In “Death and Dancing in New Las Vegas” (2011), science-fiction writer Ernest Hogan revisits two literary (sub)genres, one more specific and typically American –Las Vegas fiction –, and the other broader – dystopian and post-apocalyptic literature. In Hogan’s story, as in much dystopian fiction, we witness the extrapolation of perceivable trends in the present. In fact, famous examples of speculative fiction, Margaret Atwood’s acclaimed The Handmaid’s Tale or her later MaddAddam trilogy, have been read as cautionary tales about current pernicious tendencies. In the US, it is probably Octavia Butler’s science fiction books, especially her Xenogenesis trilogy, that have garnered most critical attention, due to the manner in which she uses the genre to critique past and present realities, most notably racialization in the US. It is in this context that I intend to explore how recent narratives like Hogan’s “Death and Dancing in New Las Vegas” contribute to the “Americanization” of the genre of science fiction. I argue that this generic adaptation or mutation pivots around the issue of race, which the short story incorporates and problematizes. In particular, Hogan both includes echoes of the past – the history of racism in America – and hints at possible developments in the future, as those suggested by Gilroy in After Race. Like much so-called escapist literature, this speculative narrative does not escape reality but goes deeper, beyond the surface of conventional realism, and successfully engages in a nuanced critique of contemporary America.

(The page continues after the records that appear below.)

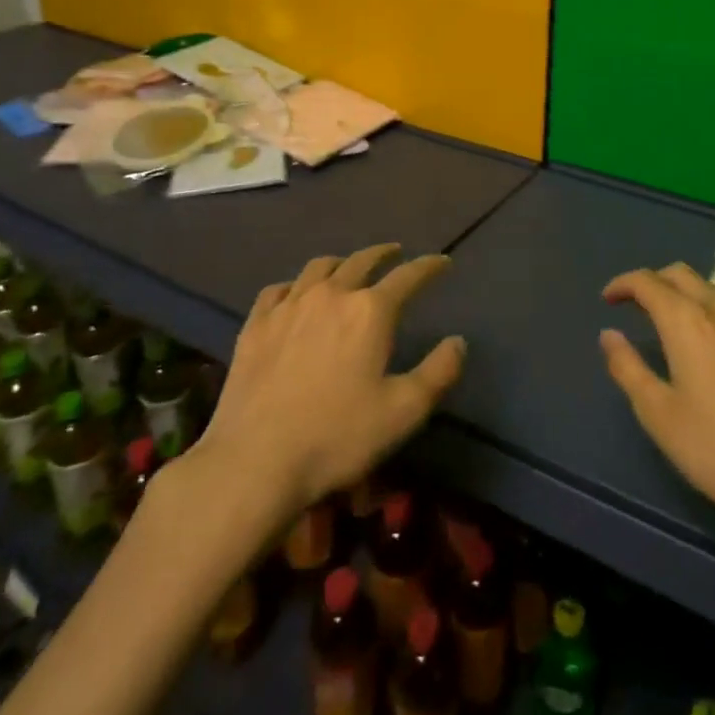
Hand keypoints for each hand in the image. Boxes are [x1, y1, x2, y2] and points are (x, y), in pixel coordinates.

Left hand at [194, 244, 466, 515]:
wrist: (255, 460)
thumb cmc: (338, 436)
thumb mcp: (404, 412)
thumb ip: (439, 372)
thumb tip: (458, 341)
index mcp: (370, 311)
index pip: (408, 276)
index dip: (429, 267)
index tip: (442, 262)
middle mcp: (331, 294)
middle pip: (362, 261)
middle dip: (384, 254)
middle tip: (396, 253)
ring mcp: (289, 306)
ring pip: (319, 267)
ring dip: (341, 262)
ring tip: (349, 267)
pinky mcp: (256, 324)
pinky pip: (278, 289)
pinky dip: (295, 285)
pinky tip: (295, 294)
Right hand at [600, 263, 714, 538]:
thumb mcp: (658, 414)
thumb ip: (628, 368)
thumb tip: (609, 335)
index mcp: (687, 322)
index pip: (647, 282)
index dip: (623, 284)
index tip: (608, 300)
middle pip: (680, 274)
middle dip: (653, 282)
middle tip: (635, 305)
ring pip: (712, 289)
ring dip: (686, 294)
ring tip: (674, 323)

Simon, Bryant, Temple University, USA: “The Star Spangled Statue of Liberty: Icon Making in 1960s America”
In his book on the hamburger as an icon, the journalist Josh Ozersky writes, “America is the great icon making nation because it requires (emphasis added) icons more than any other nation. Created whole cloth, peopled by immigrants from China and Peru, and with little more than a federal bureaucracy, a half-formed and contested ideology, and a common language to unite them, Americans turned to iconography again and again: first George Washington, and then the Founding Fathers, and then, consecutively, the Flag, the White House, Abe Lincoln in his hat, Robert E. Lee in his uniform, Uncle Same, the Statue of Liberty, the planting of the flag at Iwo Jima.” Perhaps no icon from Ozersky’s rather obvious list has been more important and enduring and more available for competing and contested interpretations of the United States than the Statue of Liberty. From the time it arrived in New York Harbor in 1886, it has been used both in the service of the nation, and in the service of critiquing the nation and calling on it to live up to the ideals embodied in the Statue of Liberty’s physical form, geographic position, and poetic inscriptions (e.g. “Give us your huddled masses . . .) In his paper/presentation, Bryant Simon will explore how activists in the 1960s deployed the Statue of Liberty, as shorthand, to make their claims for change and voice their dissent. The paper will, then, discuss these day of hope and rage in America, but also use these examples to talk about the Ozersky’s larger idea of America as an icon making nation and about the study of iconicity – or how ideas travel through images and concrete forms in the American past.